In summary of these cases, all LGBTQ+ individuals and couples alike were refused of service, they filed a case, and they won. The pattern is the same but why is the same thing still happening? The list is getting longer but LGBTQ+ Community remains to be at a disadvantage where they have to file a lawsuit to prove their case and win their right even with a state law governing these businesses against specific discrimination towards their community. 

Opinion: What is the conflict?

 

 

The conflict most likely lies on the coverage of the law that provides protection to the LGBTQ+ especially under the federal government. In the Civil Rights Acts of 1964, gender and sexual orientation are not deliberately listed as a protected class.
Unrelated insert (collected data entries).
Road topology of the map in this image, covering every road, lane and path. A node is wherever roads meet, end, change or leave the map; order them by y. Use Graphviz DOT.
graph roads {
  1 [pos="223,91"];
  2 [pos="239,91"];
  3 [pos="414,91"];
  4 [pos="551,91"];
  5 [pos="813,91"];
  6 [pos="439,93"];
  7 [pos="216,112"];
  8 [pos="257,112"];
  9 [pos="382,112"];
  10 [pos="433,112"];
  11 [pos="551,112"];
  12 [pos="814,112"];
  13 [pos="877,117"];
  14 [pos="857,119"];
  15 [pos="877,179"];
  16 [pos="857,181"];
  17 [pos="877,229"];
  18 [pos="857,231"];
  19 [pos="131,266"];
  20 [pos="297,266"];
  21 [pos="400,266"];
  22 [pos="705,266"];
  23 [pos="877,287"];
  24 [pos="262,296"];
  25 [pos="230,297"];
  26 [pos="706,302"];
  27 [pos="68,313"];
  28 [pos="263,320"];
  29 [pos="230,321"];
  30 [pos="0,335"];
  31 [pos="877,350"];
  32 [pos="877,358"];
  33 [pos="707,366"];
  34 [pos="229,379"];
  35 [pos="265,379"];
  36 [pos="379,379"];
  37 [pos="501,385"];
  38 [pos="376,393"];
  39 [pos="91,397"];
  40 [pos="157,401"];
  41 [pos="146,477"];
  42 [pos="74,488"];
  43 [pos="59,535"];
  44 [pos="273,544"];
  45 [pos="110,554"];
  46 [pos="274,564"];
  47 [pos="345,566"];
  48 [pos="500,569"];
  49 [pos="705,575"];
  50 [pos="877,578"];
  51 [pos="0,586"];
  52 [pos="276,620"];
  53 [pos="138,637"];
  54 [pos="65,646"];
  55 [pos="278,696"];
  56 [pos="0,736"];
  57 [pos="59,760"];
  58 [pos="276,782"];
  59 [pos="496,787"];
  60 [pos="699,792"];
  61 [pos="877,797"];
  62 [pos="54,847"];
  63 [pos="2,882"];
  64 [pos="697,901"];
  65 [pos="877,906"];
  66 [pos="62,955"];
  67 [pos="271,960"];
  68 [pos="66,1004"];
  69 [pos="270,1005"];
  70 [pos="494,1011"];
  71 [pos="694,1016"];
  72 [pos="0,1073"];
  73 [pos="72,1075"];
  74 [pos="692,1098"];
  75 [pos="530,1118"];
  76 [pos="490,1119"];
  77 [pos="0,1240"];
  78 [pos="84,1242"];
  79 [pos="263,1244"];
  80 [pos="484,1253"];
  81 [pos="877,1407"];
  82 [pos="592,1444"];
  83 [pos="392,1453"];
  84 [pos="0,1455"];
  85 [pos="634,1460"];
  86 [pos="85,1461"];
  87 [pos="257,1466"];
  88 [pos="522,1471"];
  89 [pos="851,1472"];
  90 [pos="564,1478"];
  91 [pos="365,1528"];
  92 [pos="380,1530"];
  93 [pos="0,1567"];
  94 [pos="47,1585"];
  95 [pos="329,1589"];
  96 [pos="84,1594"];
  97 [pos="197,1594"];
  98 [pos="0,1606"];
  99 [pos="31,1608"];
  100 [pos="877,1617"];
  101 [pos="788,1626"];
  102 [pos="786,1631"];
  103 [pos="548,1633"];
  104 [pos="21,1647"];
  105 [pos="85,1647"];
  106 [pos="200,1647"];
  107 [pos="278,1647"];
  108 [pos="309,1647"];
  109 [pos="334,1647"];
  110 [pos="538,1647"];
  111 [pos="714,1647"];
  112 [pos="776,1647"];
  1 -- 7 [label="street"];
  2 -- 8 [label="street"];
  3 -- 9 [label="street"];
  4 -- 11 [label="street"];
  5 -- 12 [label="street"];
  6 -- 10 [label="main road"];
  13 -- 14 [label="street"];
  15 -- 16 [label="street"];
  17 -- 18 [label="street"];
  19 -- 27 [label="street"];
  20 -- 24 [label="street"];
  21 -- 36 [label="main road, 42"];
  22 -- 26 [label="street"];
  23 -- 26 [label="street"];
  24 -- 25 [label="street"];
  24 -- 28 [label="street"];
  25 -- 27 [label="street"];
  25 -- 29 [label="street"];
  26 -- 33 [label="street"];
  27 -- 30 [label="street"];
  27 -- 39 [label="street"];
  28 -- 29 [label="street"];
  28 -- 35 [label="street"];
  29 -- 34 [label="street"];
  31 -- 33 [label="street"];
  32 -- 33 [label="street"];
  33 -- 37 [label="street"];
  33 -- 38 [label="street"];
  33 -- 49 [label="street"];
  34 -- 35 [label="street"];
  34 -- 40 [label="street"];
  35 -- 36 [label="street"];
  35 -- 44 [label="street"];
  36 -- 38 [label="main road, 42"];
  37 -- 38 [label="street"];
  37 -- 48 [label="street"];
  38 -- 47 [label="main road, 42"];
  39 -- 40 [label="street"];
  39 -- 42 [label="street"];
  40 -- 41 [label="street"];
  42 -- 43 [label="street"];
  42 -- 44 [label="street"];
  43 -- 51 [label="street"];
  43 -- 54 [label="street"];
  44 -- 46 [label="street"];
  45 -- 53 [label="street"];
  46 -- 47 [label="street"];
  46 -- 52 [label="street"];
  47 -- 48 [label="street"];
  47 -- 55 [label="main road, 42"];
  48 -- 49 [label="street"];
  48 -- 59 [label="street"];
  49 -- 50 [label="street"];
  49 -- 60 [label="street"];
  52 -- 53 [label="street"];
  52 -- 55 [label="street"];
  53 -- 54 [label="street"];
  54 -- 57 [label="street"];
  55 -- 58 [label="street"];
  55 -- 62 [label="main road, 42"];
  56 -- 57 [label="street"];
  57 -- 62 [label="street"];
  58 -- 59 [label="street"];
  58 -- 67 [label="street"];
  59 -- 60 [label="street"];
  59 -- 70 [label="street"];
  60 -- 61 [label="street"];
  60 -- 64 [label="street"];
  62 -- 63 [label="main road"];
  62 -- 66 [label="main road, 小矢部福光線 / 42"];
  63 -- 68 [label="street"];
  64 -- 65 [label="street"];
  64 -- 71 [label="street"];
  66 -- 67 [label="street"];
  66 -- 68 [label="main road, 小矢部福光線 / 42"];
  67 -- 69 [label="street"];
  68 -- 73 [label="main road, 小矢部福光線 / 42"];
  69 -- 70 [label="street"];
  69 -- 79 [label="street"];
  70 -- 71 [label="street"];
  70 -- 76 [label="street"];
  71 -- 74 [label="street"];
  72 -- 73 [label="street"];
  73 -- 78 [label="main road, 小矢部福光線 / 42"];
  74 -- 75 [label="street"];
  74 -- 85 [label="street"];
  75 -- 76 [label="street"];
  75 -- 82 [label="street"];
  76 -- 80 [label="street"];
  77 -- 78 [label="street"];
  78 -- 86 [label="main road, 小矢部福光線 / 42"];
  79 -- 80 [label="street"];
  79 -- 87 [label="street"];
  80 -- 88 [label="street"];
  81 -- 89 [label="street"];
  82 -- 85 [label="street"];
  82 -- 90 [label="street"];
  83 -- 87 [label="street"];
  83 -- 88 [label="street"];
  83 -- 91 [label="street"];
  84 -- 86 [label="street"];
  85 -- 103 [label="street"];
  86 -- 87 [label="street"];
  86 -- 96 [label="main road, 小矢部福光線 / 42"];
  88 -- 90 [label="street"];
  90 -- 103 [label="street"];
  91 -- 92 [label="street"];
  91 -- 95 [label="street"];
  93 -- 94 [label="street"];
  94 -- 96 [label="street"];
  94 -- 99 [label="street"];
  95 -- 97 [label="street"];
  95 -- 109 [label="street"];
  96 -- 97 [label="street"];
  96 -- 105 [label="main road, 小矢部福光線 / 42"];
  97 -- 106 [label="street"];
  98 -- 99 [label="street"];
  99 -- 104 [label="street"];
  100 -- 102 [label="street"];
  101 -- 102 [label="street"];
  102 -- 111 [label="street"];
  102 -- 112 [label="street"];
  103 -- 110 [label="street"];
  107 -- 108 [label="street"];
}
States have compensated for this by enacting laws under their jurisdiction to handle cases like the ones mentioned above although not all have adopted laws that prohibit discrimination against the LGBTQ+. 

The conflict can also be woven in the interpretation and the dealing with such matters of the law in terms of a judge ruling to protect religious liberty at the cost of the right of another class just like the case of Jack Phillips who got his case overturned by the Supreme Court and won.

In a more loose context but albeit a valid one, refusal of services such as the cases above can be taken in the context of the Red Hen controversy. White House press secretary Sarah Sanders and her family were asked to leave in a restaurant named Red Hen in 2018 as a form of protest against the Trump Administration. A lot of people have expressed disappointment towards the alleged rude attitude shown by the staff and owners of Red Hen and have consequently fired up discussions in relation with the then 2018 ruling in favor of baker Jack Phillips. Jack’s case had “proven” the right of a business owner’s right to act on their own beliefs so why is not the same energy directed towards Red Hen and at that, there were no laws governing protection of any political belief thus no laws were violated in that situation.  

In most of the cases discussed, the people refusing their services were acting on their own personal beliefs regardless of any law that encompasses them. They believe that they have ultimate power over the service that they provide and a simple declination of a request is only a refusal and not meant to be discriminatory. But in actuality, businesses refusing service against a group of people even when the law prohibits them so is discrimination. It sets a dangerous precedent that the rights of those they refused and even so, their well-being are not valued. Instead, these rights are dependent on the goodwill of others. To add to that thought, refusal of service under religious liberty context is a discriminatory act as it puts down the right of others to uphold one’s own. 

So the question that begs to be answered is: Does your religious rights given to you by the Constitution give you the license to discriminate?

No. It is never anyone’s right to discriminate against anyone. The religious right was born upon the merits of discrimination against religion and to use it as a tool for advantage defeats the purpose of its creation. A right should be equal and should be a tool to be used by those who are disadvantaged. No right should be above another right.